Chapter 5 - A Series of Approximations

I have never believed in the possibility of exactness. There are no straight lines in nature therefore only by a series of approximations do we perceive truth. — Stan Hall, 1976
Friday, February 4, 1994
A thunderstorm came on suddenly after their arrival but disappeared within the hour, leaving a sky of heaving inverted waves like the ocean turned upside down. Sara shivered and silently cursed the weather, wishing for the cold, still, silent gray fog that often sat on the coastline of California.

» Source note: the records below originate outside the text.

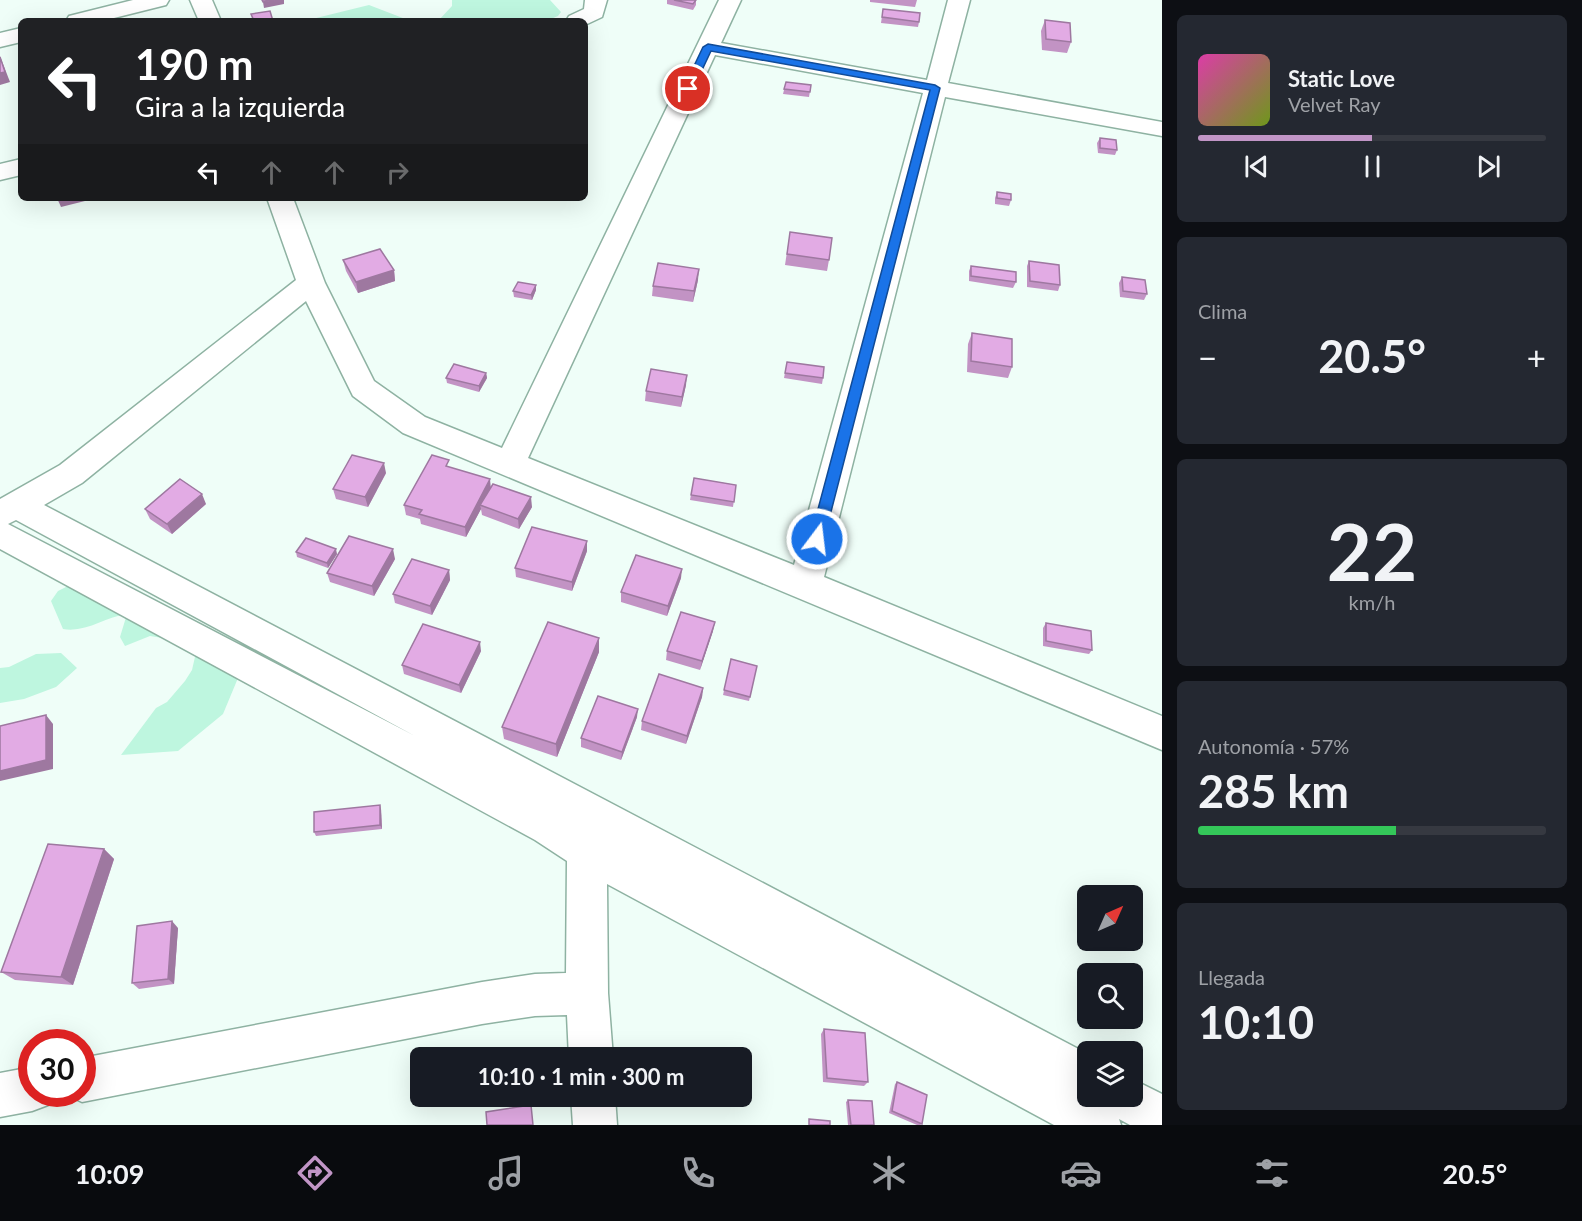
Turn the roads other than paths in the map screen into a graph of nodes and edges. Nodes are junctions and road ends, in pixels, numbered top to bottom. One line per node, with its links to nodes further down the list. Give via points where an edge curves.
1 (158, 0): 6 (street)
2 (201, 0): 7 (street)
3 (596, 0): 8 (street, via 594,12)
4 (730, 0): 11 (street)
5 (959, 0): 12 (street)
6 (89, 18)
7 (209, 18)
8 (583, 18)
9 (18, 36): 10 (street)
10 (0, 40)
11 (708, 47): 12 (street); 18 (street)
12 (935, 88): 13 (street); 20 (street)
13 (1162, 129)
14 (18, 168): 15 (street)
15 (0, 172)
16 (281, 201): 17 (street)
17 (311, 283): 18 (street, via 363,388 414,425); 19 (street, via 71,474)
18 (510, 464): 20 (street)
19 (6, 518): 22 (street); 25 (street)
20 (806, 584): 21 (street)
21 (1162, 728)
22 (587, 852): 23 (street); 33 (street)
23 (587, 993): 24 (street); 26 (street, via 482,1003)
24 (590, 1047)
25 (1077, 1072)
26 (96, 1077)
27 (18, 1092): 28 (street)
28 (0, 1095)
29 (594, 1107): 32 (street)
30 (1142, 1107): 31 (street)
31 (1162, 1118)
32 (595, 1125)
33 (1099, 1125)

Jax was already running up the driveway to Tom's house. The weather never fazed him—in all his eleven years she had never heard him complain about being cold or hot or wet. His complaints were about being bored. Sara would usually find him in his room, computer parts scattered, reassembling, or studying old academic books about rocks or insects, or he would draw detailed illustrations of monsters and future cities while creating stories for his comic books. He was both cerebral and creative, with a depth that even strangers could sense. He was only four the first time a stranger approached her on a playground to tell her that Jax was unusual.
"Your son—we were just talking—he's so clever! You must know that he is a very old soul—and at such a young age. He has a powerful aura."
Sara could only thank the woman—she didn't believe in gods and demons and therefore, neither in spirits and auras or angels or ghosts. Not then, anyway.
∞
Tom Allen's cliff house above Pfeiffer Beach in Big Sur was full of wonders and oddities and one of the reasons Jax liked to visit even though there were no typical kid things to do. Tom had done little remodeling after his mother died, preferring to keep it in the serene simplicity she loved. This weekend—this birthday of Jax's—was different. All three of them were in a state of transition. Jax was leaving the single digits of childhood, Sara had begun a year of metamorphosis, unsure if she would emerge a butterfly, and Tom had stepped out onto the rocky edge of madness. The essence of all that could be seen as transformative, but it was as unstable as the water below.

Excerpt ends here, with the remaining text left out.